The Slatest

National Zoo Still Trying To Make Sense of Panda Cub’s Death

The giant panda exhibit remained closed at the Smithsonian’s National Zoo following the sudden death of a baby panda cub on Sunday.

Photo by Mark Wilson/Getty Images.

The panda cub that died at the National Zoo on Sunday a week after its birth had liver problems and fluid in its abdomen, according to the preliminary findings of a necropsy made public on Monday. But it’s still too early to know the cause of death, the zoo says.

Chief veterinarian Suzan Murray cautioned reporters on drawing too many conclusions from the initial findings. “Judging too much on the initial necropsy can be a little bit dangerous at times … something that might appear abnormal to you visually, when you look at it under a microscope, it may indeed be normal,” she said (via the Washington Post).

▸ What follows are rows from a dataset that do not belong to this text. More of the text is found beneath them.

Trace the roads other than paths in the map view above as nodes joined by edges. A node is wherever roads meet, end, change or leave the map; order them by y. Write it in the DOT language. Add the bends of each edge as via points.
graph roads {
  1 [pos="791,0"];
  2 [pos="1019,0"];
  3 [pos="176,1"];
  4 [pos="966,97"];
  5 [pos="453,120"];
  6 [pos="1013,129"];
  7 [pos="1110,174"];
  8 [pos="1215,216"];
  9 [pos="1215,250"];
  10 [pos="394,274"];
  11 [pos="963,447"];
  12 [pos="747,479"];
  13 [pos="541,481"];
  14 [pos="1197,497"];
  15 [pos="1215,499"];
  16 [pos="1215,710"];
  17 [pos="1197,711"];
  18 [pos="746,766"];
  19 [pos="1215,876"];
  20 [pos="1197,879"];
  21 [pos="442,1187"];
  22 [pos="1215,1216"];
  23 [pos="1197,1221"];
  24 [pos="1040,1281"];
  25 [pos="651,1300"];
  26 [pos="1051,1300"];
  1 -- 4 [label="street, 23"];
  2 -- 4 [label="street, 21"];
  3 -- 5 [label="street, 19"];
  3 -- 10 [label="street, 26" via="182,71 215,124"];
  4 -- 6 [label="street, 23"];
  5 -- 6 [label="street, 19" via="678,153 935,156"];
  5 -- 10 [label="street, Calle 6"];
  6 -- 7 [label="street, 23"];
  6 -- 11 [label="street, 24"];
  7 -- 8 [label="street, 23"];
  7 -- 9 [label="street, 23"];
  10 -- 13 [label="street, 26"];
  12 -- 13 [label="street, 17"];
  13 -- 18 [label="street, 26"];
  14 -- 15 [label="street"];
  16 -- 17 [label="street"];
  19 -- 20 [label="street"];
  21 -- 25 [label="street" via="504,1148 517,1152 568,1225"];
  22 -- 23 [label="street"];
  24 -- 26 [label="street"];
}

The cub had normal-appearing heart and lungs and milk in its stomach, ruling out suffocation or starvation as possible causes. Lab tests on tissue samples are expected to be completed in the next couple of weeks in order to determine cause of death.

The cub’s mother, Mei Xiang, is apparently coping well with the loss, though as the Post explains, she has not fully let go of her mothering instinct:

She slept soundly in her den at the zoo’s panda exhibit, and has ventured out of the den to eat and drink and interact with her keepers — behaviors she had eschewed at the end of her pregnancy and since the cub was born on Sept. 16. However, Mei Xiang is still cradling a toy that she found in her den, much as she cradled her cub during its brief life.